Ces incitants fiscaux peuvent être mis en difficulté en presence d’un Etat dont la politique fiscale en matière de lutte contre l’évasion fiscale au sens large n’est pas bien circonscrite. Un juste équilibre entre ces deux catégories d’incitants fiscaux permet d’établir la carte d’identité d’un Etat eu égard à son attrait et à sa compétitivité sur la scène financière internationale.

Ces dernières années, la lutte contre la fraude fiscale fut l’objet d’une attention particulière des autorités belges et internationales. Des thématiques telles que les paradis fiscaux, le renforcement des dispositions anti-abus ou encore la levée du secret bancaire furent à l’origine d’un engouement législatif.

Crise financière mondiale :
« l’ère du secret bancaire est révolu »


La chute des marchés boursiers et la faillite de plusieurs banques ont engendré une crise systémique et une récession mondiale. La nécessaire stabilisation des marchés et la protection des épargnants ont décidé les Etats à intervenir massivement dans le sauvetage des institutions financières. La conséquence en fut un endettement massif des Etats et des déficits publics lourdement creusés.

A l’occasion du sommet du G20 à Londres, les grandes puissances mirent une pression massive sur les plus petits Etats afin d’instaurer une plus grande transparence fiscale.

L’OCDE fut mandatée par la communauté internationale pour rédiger différentes listes de pays considérés comme non-coopératifs sur le plan de la transparence basée sur l’échange de renseignements. Sur la liste grise (pays qui ne sont pas encore suffisamment coopératifs) des « paradis fiscaux » se retrouvait 38 pays tels Monaco, la Suisse, le Liechtenstein, le Luxembourg mais également la Belgique.

En ce qui concerne le Belgique, une attention particulière fut reserve au «secret bancaire» qui était limitativement encore présent. La levée de ce secret dans le cadre des échanges de renseignements basés sur les conventions fiscales fut annoncée très rapidement par le gouvernement suite à la publication de la liste grise par l’OCDE. Actuellement, ces accords en matière d’échange de renseignements ne sont pas encore entrés en vigueur. Le gouvernement en affaires courantes vient de déposer un projet de loi visant à régulariser cette situation.

Enfin, la Belgique a publié en 2010 sa propre nouvelle liste de paradis fiscaux. En cas d’investissement dans ces pays, de nouvelles obligations sont nées à charge des sociétés résidentes belges ou des établissements stables de sociétés étrangères en Belgique.

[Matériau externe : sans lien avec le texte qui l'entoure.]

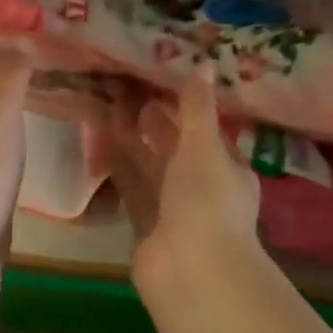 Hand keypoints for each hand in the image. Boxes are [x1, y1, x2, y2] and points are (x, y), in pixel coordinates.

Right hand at [107, 67, 260, 282]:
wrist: (190, 269)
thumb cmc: (205, 201)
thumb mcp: (204, 147)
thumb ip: (197, 107)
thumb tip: (202, 63)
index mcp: (228, 170)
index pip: (206, 133)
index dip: (186, 109)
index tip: (160, 84)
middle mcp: (202, 189)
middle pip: (176, 151)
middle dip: (157, 126)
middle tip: (129, 93)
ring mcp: (173, 210)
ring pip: (152, 169)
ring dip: (134, 145)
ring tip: (111, 112)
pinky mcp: (146, 226)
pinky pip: (133, 189)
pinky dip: (121, 169)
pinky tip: (104, 147) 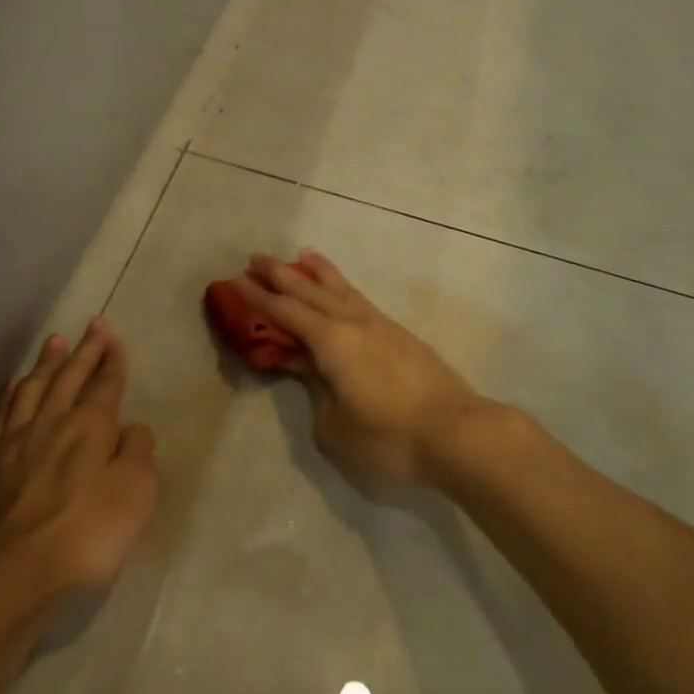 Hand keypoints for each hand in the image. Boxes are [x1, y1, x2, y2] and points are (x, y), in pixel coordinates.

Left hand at [0, 319, 158, 625]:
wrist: (5, 576)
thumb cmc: (83, 537)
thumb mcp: (134, 496)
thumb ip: (137, 455)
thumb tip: (129, 430)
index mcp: (89, 427)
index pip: (105, 384)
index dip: (111, 359)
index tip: (112, 335)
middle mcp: (50, 423)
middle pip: (69, 378)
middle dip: (84, 350)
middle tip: (92, 325)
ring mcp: (13, 443)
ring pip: (32, 389)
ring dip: (46, 364)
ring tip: (55, 342)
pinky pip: (1, 417)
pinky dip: (10, 396)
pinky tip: (14, 388)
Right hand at [229, 252, 492, 488]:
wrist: (458, 433)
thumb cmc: (389, 437)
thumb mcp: (335, 427)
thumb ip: (315, 392)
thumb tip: (307, 369)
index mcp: (330, 341)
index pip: (285, 312)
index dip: (257, 297)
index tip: (235, 281)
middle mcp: (352, 322)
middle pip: (309, 290)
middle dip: (280, 274)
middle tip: (255, 258)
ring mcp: (380, 324)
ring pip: (340, 288)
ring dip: (316, 271)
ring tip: (301, 256)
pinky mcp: (400, 335)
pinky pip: (359, 299)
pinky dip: (342, 287)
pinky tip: (342, 292) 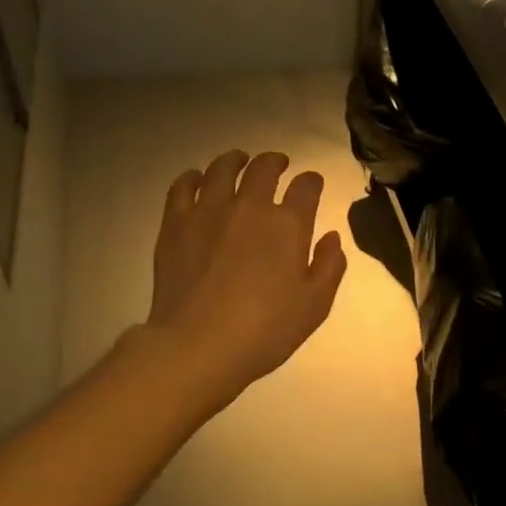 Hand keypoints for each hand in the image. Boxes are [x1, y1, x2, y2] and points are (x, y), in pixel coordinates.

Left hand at [142, 150, 346, 409]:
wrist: (198, 345)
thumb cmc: (265, 330)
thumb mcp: (315, 306)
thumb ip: (329, 266)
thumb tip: (330, 237)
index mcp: (288, 224)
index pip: (306, 186)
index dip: (312, 181)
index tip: (312, 184)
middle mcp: (249, 206)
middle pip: (264, 168)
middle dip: (275, 161)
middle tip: (278, 164)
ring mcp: (208, 211)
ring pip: (222, 169)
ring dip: (235, 160)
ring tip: (238, 161)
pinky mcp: (175, 223)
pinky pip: (183, 186)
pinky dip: (193, 177)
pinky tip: (197, 179)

Nouvelle obligation de déclaration de paiement pour les sociétés belges

Depuis un an, en cas de paiement de plus de 100.000 EUR à des residents fiscaux établis dans des paradis fiscaux, dont la liste est établie par arrêté royal, et qui contient les pays désignés par l’OCDE comme non-coopératifs ou dont le taux à l’impôt des sociétés est inférieur à 10%, une déclaration par les sociétés belges (et les établissements stables belges des sociétés étrangères) est nécessaire afin qu’elles puissent maintenir leur droit à la déductibilité. En l’absence de telle déclaration, le droit à la déduction est automatiquement rejeté. Néanmoins, ce droit reste soumis à l’obligation de démontrer que les opérations visant à conserver ou à acquérir des revenus (art. 479 CIR/92) sont réalisées d’une manière sincere et réelle, et n’ont pas comme objet principal la volonté d’éluder l’impôt (constructions artificielles).

Cette nouvelle liste contient des pays tels Andorre, les Bahamas, les Bermudes, les Iles Vierges britanniques, Guernesey, Abu Dhabi, les îles Cayman, Jersey, ou encore Monaco. De telles listes sont de plus en plus répandues en Europe.

L’investissement par des entreprises dans ce type de juridictions nécessitera à l’avenir une prise en compte plus grande des consequences fiscales négatives possibles (application de dispositifs anti-abus, perte des droits liés à des incitants fiscaux, etc.).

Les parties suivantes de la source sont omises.